_MATERIAL PROVIDED:_
# # # # # # #
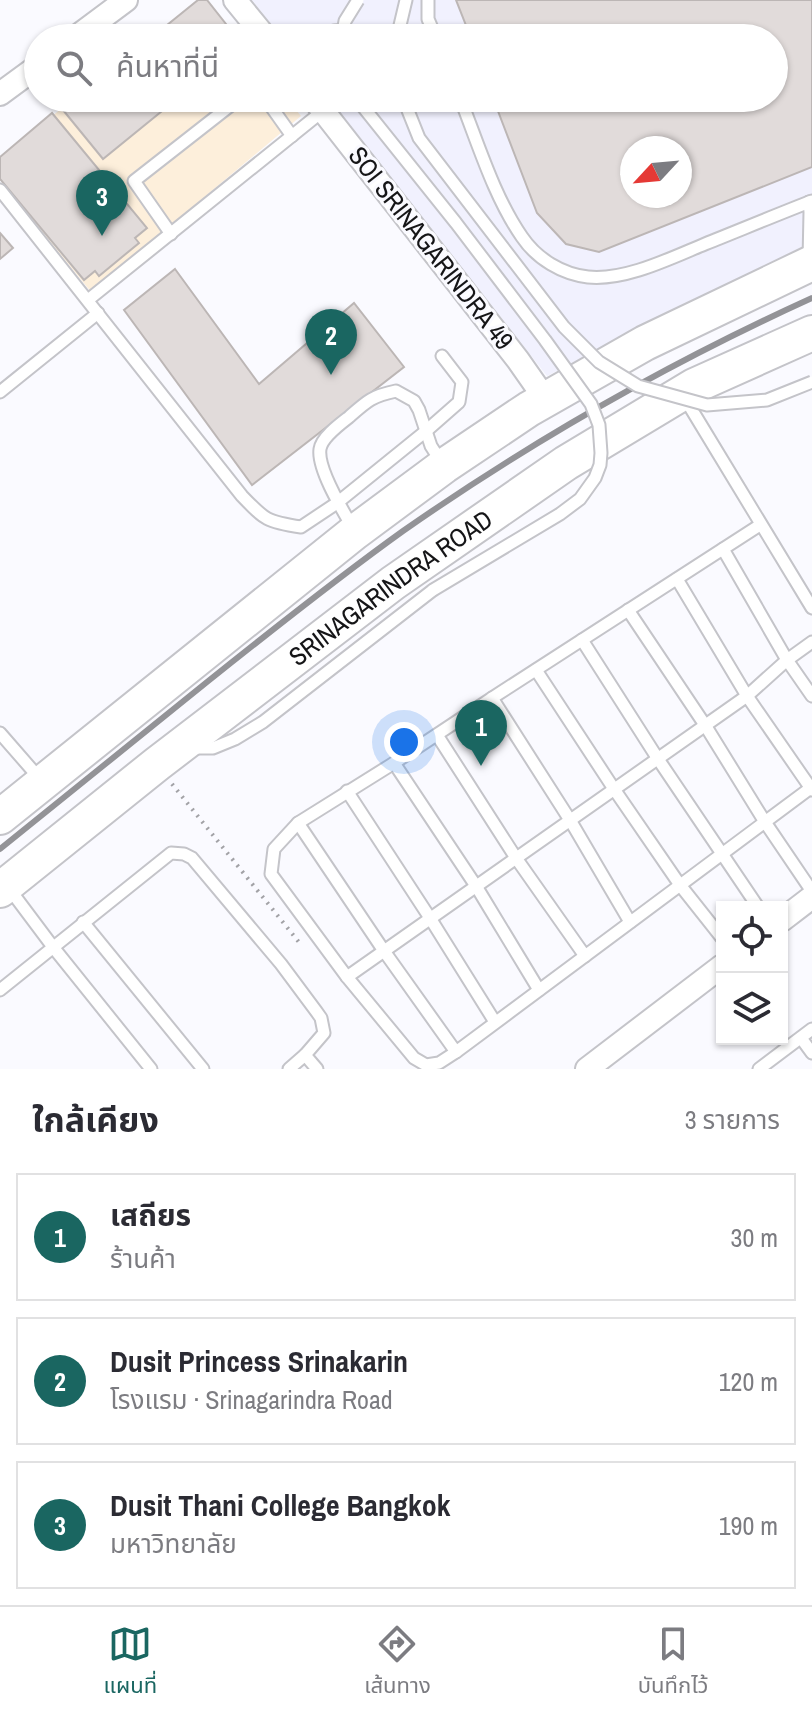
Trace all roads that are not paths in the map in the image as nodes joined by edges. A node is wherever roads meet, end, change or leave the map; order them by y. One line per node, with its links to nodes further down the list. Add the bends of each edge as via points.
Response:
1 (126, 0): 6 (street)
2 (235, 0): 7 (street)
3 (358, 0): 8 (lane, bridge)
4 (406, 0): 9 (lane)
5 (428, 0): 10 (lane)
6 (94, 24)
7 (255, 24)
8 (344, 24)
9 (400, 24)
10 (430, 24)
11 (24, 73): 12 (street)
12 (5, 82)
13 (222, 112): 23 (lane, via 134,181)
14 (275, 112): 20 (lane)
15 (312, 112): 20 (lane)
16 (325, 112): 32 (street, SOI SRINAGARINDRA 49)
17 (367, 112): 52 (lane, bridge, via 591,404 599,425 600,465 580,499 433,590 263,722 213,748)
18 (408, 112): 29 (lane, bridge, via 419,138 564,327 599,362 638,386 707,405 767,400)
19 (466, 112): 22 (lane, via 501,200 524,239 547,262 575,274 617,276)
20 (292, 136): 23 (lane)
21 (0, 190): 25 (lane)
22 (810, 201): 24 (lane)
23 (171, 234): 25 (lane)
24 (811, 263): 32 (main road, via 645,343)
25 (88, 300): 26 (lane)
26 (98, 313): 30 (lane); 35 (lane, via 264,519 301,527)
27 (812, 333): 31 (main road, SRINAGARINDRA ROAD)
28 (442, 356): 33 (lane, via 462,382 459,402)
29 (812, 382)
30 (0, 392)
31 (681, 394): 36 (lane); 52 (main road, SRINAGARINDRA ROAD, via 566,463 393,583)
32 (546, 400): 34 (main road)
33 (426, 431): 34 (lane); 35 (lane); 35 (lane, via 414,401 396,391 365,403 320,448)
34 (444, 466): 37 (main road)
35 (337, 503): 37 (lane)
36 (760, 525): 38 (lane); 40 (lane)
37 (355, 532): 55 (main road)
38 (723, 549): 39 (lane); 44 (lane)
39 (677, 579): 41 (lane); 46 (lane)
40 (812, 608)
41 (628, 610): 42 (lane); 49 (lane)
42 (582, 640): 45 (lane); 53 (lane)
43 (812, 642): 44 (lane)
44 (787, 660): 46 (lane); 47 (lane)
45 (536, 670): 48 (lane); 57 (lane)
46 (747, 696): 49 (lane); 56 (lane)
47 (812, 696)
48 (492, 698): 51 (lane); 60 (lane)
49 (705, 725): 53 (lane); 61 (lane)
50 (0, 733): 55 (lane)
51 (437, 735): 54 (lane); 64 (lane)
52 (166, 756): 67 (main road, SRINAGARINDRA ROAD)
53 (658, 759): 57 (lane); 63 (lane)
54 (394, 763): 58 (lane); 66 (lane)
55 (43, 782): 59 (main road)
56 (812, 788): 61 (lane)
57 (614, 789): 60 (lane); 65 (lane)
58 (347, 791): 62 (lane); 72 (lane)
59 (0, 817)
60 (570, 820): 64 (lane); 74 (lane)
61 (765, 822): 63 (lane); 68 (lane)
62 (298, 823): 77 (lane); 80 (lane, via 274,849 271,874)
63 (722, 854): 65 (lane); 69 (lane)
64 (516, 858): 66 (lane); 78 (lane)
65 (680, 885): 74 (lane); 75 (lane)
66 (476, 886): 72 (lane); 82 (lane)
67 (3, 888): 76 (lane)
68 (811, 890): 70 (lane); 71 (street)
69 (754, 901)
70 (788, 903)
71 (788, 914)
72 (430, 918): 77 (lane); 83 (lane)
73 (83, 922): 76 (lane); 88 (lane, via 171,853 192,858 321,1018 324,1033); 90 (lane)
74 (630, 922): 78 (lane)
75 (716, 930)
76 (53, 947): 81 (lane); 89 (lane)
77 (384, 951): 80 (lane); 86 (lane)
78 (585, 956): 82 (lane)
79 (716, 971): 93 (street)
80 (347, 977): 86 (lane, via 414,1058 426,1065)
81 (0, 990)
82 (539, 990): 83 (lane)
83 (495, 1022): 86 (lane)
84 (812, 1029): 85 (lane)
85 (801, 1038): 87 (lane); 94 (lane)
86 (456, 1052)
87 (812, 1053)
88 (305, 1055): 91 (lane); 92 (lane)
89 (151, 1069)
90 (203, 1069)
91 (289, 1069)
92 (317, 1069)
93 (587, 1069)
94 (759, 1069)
# # # # # # #
_EXERCISE AIM:_
Give back each line above exactly, with pictures dropped.

_ANSWER TO THIS PROBLEM:_
Trace all roads that are not paths in the map in the image as nodes joined by edges. A node is wherever roads meet, end, change or leave the map; order them by y. One line per node, with its links to nodes further down the list. Add the bends of each edge as via points.
Response:
1 (126, 0): 6 (street)
2 (235, 0): 7 (street)
3 (358, 0): 8 (lane, bridge)
4 (406, 0): 9 (lane)
5 (428, 0): 10 (lane)
6 (94, 24)
7 (255, 24)
8 (344, 24)
9 (400, 24)
10 (430, 24)
11 (24, 73): 12 (street)
12 (5, 82)
13 (222, 112): 23 (lane, via 134,181)
14 (275, 112): 20 (lane)
15 (312, 112): 20 (lane)
16 (325, 112): 32 (street, SOI SRINAGARINDRA 49)
17 (367, 112): 52 (lane, bridge, via 591,404 599,425 600,465 580,499 433,590 263,722 213,748)
18 (408, 112): 29 (lane, bridge, via 419,138 564,327 599,362 638,386 707,405 767,400)
19 (466, 112): 22 (lane, via 501,200 524,239 547,262 575,274 617,276)
20 (292, 136): 23 (lane)
21 (0, 190): 25 (lane)
22 (810, 201): 24 (lane)
23 (171, 234): 25 (lane)
24 (811, 263): 32 (main road, via 645,343)
25 (88, 300): 26 (lane)
26 (98, 313): 30 (lane); 35 (lane, via 264,519 301,527)
27 (812, 333): 31 (main road, SRINAGARINDRA ROAD)
28 (442, 356): 33 (lane, via 462,382 459,402)
29 (812, 382)
30 (0, 392)
31 (681, 394): 36 (lane); 52 (main road, SRINAGARINDRA ROAD, via 566,463 393,583)
32 (546, 400): 34 (main road)
33 (426, 431): 34 (lane); 35 (lane); 35 (lane, via 414,401 396,391 365,403 320,448)
34 (444, 466): 37 (main road)
35 (337, 503): 37 (lane)
36 (760, 525): 38 (lane); 40 (lane)
37 (355, 532): 55 (main road)
38 (723, 549): 39 (lane); 44 (lane)
39 (677, 579): 41 (lane); 46 (lane)
40 (812, 608)
41 (628, 610): 42 (lane); 49 (lane)
42 (582, 640): 45 (lane); 53 (lane)
43 (812, 642): 44 (lane)
44 (787, 660): 46 (lane); 47 (lane)
45 (536, 670): 48 (lane); 57 (lane)
46 (747, 696): 49 (lane); 56 (lane)
47 (812, 696)
48 (492, 698): 51 (lane); 60 (lane)
49 (705, 725): 53 (lane); 61 (lane)
50 (0, 733): 55 (lane)
51 (437, 735): 54 (lane); 64 (lane)
52 (166, 756): 67 (main road, SRINAGARINDRA ROAD)
53 (658, 759): 57 (lane); 63 (lane)
54 (394, 763): 58 (lane); 66 (lane)
55 (43, 782): 59 (main road)
56 (812, 788): 61 (lane)
57 (614, 789): 60 (lane); 65 (lane)
58 (347, 791): 62 (lane); 72 (lane)
59 (0, 817)
60 (570, 820): 64 (lane); 74 (lane)
61 (765, 822): 63 (lane); 68 (lane)
62 (298, 823): 77 (lane); 80 (lane, via 274,849 271,874)
63 (722, 854): 65 (lane); 69 (lane)
64 (516, 858): 66 (lane); 78 (lane)
65 (680, 885): 74 (lane); 75 (lane)
66 (476, 886): 72 (lane); 82 (lane)
67 (3, 888): 76 (lane)
68 (811, 890): 70 (lane); 71 (street)
69 (754, 901)
70 (788, 903)
71 (788, 914)
72 (430, 918): 77 (lane); 83 (lane)
73 (83, 922): 76 (lane); 88 (lane, via 171,853 192,858 321,1018 324,1033); 90 (lane)
74 (630, 922): 78 (lane)
75 (716, 930)
76 (53, 947): 81 (lane); 89 (lane)
77 (384, 951): 80 (lane); 86 (lane)
78 (585, 956): 82 (lane)
79 (716, 971): 93 (street)
80 (347, 977): 86 (lane, via 414,1058 426,1065)
81 (0, 990)
82 (539, 990): 83 (lane)
83 (495, 1022): 86 (lane)
84 (812, 1029): 85 (lane)
85 (801, 1038): 87 (lane); 94 (lane)
86 (456, 1052)
87 (812, 1053)
88 (305, 1055): 91 (lane); 92 (lane)
89 (151, 1069)
90 (203, 1069)
91 (289, 1069)
92 (317, 1069)
93 (587, 1069)
94 (759, 1069)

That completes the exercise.